On Friday night, we talk about intentions and have a group session, and then I administer ibogaine to the group. [Editor’s note: ibogaine is a stimulant found in the West African shrub iboga, which in large doses can produce psychedelic experiences. According to MAPS, there have been at least 30 fatalities associated with ibogaine in the scientific literature, so patients are closely monitored during treatment.] It’s group healing, so things are always in the same room together. Everybody gets hooked up to EKGs and oximeters and gets shown where the bathrooms are. We're usually up all night — ibogaine is a thirty six hour experience — and Saturday is what they call a “gray day.” Then, the medicine is still very much in their system; they're still having conversations with the medicine, so to speak.
In the evening, we prepare them to take 5-MeO-DMT the next morning. [Editor’s note: 5-MeO-DMT is commonly derived from the glands of Bufo alvarius, a toad that lives in the Sonoran Desert, though the compound can also be synthetically derived.] The psychedelic experience is about 15 to 20 minutes, and it's a very physically energetic and intense experience, so we coach them through power poses so that they remain present, doing some breathing exercises.
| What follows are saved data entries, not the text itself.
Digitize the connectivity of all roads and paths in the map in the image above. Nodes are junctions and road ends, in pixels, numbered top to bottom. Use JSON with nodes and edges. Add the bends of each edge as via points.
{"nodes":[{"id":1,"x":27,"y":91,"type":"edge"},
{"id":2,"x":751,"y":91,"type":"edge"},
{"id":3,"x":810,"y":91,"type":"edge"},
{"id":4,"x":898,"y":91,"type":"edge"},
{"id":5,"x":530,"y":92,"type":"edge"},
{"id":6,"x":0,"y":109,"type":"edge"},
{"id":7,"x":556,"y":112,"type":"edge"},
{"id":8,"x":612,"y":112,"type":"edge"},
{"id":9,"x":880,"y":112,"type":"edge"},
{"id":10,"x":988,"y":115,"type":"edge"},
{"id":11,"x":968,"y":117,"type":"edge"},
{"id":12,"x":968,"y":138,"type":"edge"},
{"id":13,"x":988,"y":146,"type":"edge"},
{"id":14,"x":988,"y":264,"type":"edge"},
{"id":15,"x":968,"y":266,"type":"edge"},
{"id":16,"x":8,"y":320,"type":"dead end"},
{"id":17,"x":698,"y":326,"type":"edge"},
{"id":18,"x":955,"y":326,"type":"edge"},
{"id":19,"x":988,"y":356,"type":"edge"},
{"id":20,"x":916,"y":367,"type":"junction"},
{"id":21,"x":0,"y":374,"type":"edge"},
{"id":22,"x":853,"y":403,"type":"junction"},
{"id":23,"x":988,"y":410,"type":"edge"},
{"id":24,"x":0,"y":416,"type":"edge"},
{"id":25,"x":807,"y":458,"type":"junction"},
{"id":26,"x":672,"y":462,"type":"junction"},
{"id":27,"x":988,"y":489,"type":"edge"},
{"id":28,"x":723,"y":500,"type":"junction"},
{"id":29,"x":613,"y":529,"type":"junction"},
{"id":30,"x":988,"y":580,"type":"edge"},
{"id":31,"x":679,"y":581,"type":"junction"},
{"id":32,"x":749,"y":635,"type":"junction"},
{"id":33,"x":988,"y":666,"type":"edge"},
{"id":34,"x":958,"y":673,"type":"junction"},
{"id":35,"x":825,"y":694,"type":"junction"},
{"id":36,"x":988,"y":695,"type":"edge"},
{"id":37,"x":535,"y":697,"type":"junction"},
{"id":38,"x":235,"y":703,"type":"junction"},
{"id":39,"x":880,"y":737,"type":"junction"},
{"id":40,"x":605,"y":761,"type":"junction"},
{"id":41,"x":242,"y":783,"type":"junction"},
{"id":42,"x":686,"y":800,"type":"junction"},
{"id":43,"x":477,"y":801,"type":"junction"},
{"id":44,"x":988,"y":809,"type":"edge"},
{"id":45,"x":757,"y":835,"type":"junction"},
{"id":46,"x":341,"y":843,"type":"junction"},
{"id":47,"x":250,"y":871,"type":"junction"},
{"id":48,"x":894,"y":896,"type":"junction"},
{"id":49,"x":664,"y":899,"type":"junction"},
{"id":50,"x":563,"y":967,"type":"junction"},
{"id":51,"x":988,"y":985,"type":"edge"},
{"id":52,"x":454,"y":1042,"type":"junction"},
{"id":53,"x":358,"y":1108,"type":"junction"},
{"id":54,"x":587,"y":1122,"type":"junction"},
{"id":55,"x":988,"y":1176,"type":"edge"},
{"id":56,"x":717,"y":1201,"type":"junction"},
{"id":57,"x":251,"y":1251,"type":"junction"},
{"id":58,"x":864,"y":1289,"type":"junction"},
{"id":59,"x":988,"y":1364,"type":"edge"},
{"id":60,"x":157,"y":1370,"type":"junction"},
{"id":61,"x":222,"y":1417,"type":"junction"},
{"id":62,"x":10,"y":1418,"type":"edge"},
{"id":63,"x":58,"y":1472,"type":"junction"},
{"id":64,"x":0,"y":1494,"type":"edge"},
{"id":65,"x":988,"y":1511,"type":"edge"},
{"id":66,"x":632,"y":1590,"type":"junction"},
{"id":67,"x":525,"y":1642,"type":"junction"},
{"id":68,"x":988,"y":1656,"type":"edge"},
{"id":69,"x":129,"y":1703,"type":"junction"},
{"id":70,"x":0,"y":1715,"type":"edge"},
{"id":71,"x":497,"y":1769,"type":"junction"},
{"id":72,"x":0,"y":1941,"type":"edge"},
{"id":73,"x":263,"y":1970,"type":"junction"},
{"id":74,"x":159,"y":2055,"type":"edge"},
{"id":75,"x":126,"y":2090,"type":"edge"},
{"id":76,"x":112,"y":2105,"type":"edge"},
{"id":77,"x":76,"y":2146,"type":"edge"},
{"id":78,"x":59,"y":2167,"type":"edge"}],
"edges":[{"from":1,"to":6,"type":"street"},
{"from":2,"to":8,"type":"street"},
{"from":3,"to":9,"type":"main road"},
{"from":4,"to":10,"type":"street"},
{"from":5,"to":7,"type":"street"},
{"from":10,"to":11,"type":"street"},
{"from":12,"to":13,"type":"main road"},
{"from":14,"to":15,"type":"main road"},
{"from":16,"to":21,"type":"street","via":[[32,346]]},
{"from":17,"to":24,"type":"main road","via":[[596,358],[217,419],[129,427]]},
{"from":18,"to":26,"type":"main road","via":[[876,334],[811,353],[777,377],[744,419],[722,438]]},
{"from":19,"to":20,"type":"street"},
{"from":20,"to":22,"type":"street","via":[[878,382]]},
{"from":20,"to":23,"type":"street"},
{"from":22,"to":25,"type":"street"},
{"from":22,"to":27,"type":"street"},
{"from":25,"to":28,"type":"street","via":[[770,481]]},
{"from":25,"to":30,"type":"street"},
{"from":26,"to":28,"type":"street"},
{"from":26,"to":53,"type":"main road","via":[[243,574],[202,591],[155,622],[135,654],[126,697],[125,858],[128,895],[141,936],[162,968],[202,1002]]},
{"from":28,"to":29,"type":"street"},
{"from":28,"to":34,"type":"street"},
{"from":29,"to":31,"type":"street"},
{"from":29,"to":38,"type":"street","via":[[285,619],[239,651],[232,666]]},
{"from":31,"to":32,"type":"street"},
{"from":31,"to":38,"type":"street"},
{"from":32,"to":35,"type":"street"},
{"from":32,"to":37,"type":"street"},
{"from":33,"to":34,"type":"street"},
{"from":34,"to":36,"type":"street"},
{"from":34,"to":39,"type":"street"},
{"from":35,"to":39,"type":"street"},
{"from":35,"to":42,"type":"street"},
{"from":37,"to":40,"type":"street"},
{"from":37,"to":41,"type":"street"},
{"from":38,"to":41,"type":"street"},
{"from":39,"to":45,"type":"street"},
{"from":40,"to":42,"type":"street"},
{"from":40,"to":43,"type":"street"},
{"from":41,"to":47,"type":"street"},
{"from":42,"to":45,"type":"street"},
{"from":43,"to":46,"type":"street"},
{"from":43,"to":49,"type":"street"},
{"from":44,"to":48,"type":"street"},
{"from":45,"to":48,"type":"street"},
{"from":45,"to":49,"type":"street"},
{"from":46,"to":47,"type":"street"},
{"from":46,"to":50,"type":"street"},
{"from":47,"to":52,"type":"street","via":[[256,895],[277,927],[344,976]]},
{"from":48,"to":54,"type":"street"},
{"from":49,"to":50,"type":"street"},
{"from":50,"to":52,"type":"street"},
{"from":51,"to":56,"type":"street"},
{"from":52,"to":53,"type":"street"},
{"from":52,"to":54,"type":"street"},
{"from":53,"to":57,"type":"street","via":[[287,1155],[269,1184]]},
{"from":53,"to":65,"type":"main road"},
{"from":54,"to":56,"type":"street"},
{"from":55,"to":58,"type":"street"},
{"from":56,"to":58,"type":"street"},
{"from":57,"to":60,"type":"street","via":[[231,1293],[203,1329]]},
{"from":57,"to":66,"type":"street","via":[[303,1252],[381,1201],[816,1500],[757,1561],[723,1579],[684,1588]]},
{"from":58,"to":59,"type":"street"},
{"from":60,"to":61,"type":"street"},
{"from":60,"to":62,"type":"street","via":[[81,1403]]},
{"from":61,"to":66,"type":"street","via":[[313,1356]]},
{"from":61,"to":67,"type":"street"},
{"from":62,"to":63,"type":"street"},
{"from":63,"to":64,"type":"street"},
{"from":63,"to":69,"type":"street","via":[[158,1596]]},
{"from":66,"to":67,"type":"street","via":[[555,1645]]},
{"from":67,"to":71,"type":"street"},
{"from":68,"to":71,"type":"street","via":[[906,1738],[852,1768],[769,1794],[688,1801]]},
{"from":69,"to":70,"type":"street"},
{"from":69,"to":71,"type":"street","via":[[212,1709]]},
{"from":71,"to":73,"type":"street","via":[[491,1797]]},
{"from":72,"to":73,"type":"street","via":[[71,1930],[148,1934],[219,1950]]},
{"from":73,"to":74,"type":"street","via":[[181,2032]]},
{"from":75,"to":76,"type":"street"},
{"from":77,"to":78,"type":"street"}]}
In the morning, we would stay with each person, coaching them through surrendering to the experience, sitting next to them the whole time. A lot of guys who are U.S. Special Forces or Navy SEALs who are trained not to surrender — it’s a challenge. So there's something really powerful when they can feel safe and vulnerable. After the weekend, we have a weekly call-in group — a group therapy session to talk about how integration is going and how to support each other.
These therapies aren’t legal in the U.S. What drove you and other vets to seek out these experiences in Mexico?
There’s a bit of desperation; people have to leave the country to be able to get these therapies. These are folks who have spent careers in the U.S. Special Forces, with blast injuries or lesions on their brain. It's a group of folks who have tried every single therapy that’s offered in the United States and have come up wanting more. They had to leave the country in order to have a therapeutic experience, and not be arrested for it.
It’s important to give guys an ability to have the most up to date therapeutic access, but in the U.S.; it’s also important for this to become regulated. We operate in the underground because that's the only place we can do this kind of thing.
This interview has been edited and condensed for clarity and length.